Received: by smtp.kernel.org (Postfix) with ESMTPSA id 75EB71F00A3A;
	Tue, 16 Jun 2026 15:33:08 +0000 (UTC)
DKIM-Signature: v=1; a=rsa-sha256; c=relaxed/relaxed; d=linuxfoundation.org;
	s=korg; t=1781623989;
	bh=kifDaaxUwtG0qR1ht/WMHE+abYumwGWkWxA1CU+J+Jo=;
	h=From:To:Cc:Subject:Date:In-Reply-To:References;
	b=KpNLrB5D+dUgpO+qKbUd43Rrj/U1Ph5gg+AVjcY5GTqEQcBMZUf7vinHB3Es8/L+q
	 RzAcudG/bmhux6BAzufpcL48/6k7YbySQPuasnr/Z0Xfj4FT/Mn1GepYVkW9uW5ePr
	 i8S7MD9iZpNDk1B2v6yEhK3/NXCtUjRK1RidTZsQ=
From: Greg Kroah-Hartman <gregkh@linuxfoundation.org>
To: stable@vger.kernel.org
Cc: Greg Kroah-Hartman <gregkh@linuxfoundation.org>,
	patches@lists.linux.dev,
	Jann Horn <jannh@google.com>,
	"Christian Brauner (Amutable)" <brauner@kernel.org>
Subject: [PATCH 7.0 252/378] fhandle: fix UAF due to unlocked ->mnt_ns read in may_decode_fh()
Date: Tue, 16 Jun 2026 20:28:03 +0530
Message-ID: <20260616145123.412088602@linuxfoundation.org>
X-Mailer: git-send-email 2.54.0
In-Reply-To: <20260616145109.744539446@linuxfoundation.org>
References: <20260616145109.744539446@linuxfoundation.org>
User-Agent: quilt/0.69
X-stable: review
X-Patchwork-Hint: ignore
Precedence: bulk
X-Mailing-List: patches@lists.linux.dev
List-Id: <patches.lists.linux.dev>
List-Subscribe: <mailto:patches+subscribe@lists.linux.dev>
List-Unsubscribe: <mailto:patches+unsubscribe@lists.linux.dev>
MIME-Version: 1.0
Content-Transfer-Encoding: 8bit

7.0-stable review patch.  If anyone has any objections, please let me know.

------------------

From: Jann Horn <jannh@google.com>

commit 40ab6644b99685755f740b872c00ef40d9aa870e upstream.

may_decode_fh() accesses mount::mnt_ns without holding any locks; that
means the mount can concurrently be unmounted, and the mnt_namespace can
concurrently be freed after an RCU grace period.

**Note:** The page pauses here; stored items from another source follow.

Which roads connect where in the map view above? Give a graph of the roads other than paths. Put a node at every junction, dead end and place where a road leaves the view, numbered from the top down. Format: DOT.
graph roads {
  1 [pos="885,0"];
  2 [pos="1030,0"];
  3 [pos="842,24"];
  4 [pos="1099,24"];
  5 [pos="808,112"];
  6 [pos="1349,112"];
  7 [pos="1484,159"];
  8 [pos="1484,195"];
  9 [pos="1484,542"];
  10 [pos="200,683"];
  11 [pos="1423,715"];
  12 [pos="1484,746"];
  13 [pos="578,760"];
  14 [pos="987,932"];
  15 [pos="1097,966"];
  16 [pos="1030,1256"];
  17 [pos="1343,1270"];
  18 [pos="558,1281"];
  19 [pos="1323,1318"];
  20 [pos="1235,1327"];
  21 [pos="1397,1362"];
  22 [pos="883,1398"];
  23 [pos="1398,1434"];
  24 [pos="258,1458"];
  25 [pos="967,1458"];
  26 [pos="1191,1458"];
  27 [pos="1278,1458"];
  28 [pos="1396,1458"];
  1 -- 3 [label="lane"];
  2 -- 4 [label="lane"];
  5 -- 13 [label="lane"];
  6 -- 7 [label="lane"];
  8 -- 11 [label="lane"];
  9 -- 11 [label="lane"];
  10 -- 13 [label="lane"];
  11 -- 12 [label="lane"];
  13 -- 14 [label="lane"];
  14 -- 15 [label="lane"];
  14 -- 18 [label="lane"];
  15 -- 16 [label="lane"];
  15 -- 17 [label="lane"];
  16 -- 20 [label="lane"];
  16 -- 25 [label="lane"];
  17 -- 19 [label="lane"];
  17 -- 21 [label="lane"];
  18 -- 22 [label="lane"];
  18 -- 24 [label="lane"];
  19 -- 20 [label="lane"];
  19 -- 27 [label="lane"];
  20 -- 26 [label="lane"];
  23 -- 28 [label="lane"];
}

This race can happens as follows, assuming that the mount point was
created by open_tree(..., OPEN_TREE_CLONE):

thread 1            thread 2            RCU
                    __do_sys_open_by_handle_at
                      do_handle_open
                        handle_to_path
                          may_decode_fh
                            is_mounted
                              [mount::mnt_ns access]
                            [mount::mnt_ns access]
__do_sys_close
  fput_close_sync
    __fput
      dissolve_on_fput
        umount_tree
        class_namespace_excl_destructor
          namespace_unlock
            free_mnt_ns
              mnt_ns_tree_remove
                call_rcu(mnt_ns_release_rcu)
                                        mnt_ns_release_rcu
                                          mnt_ns_release
                                            kfree
                            [mnt_namespace::user_ns access] **UAF**

Fix it by taking rcu_read_lock() around the mount::mnt_ns access, like
in __prepend_path().
Additionally, document the semantics of mount::mnt_ns, and use WRITE_ONCE()
for writers that can race with lockless readers.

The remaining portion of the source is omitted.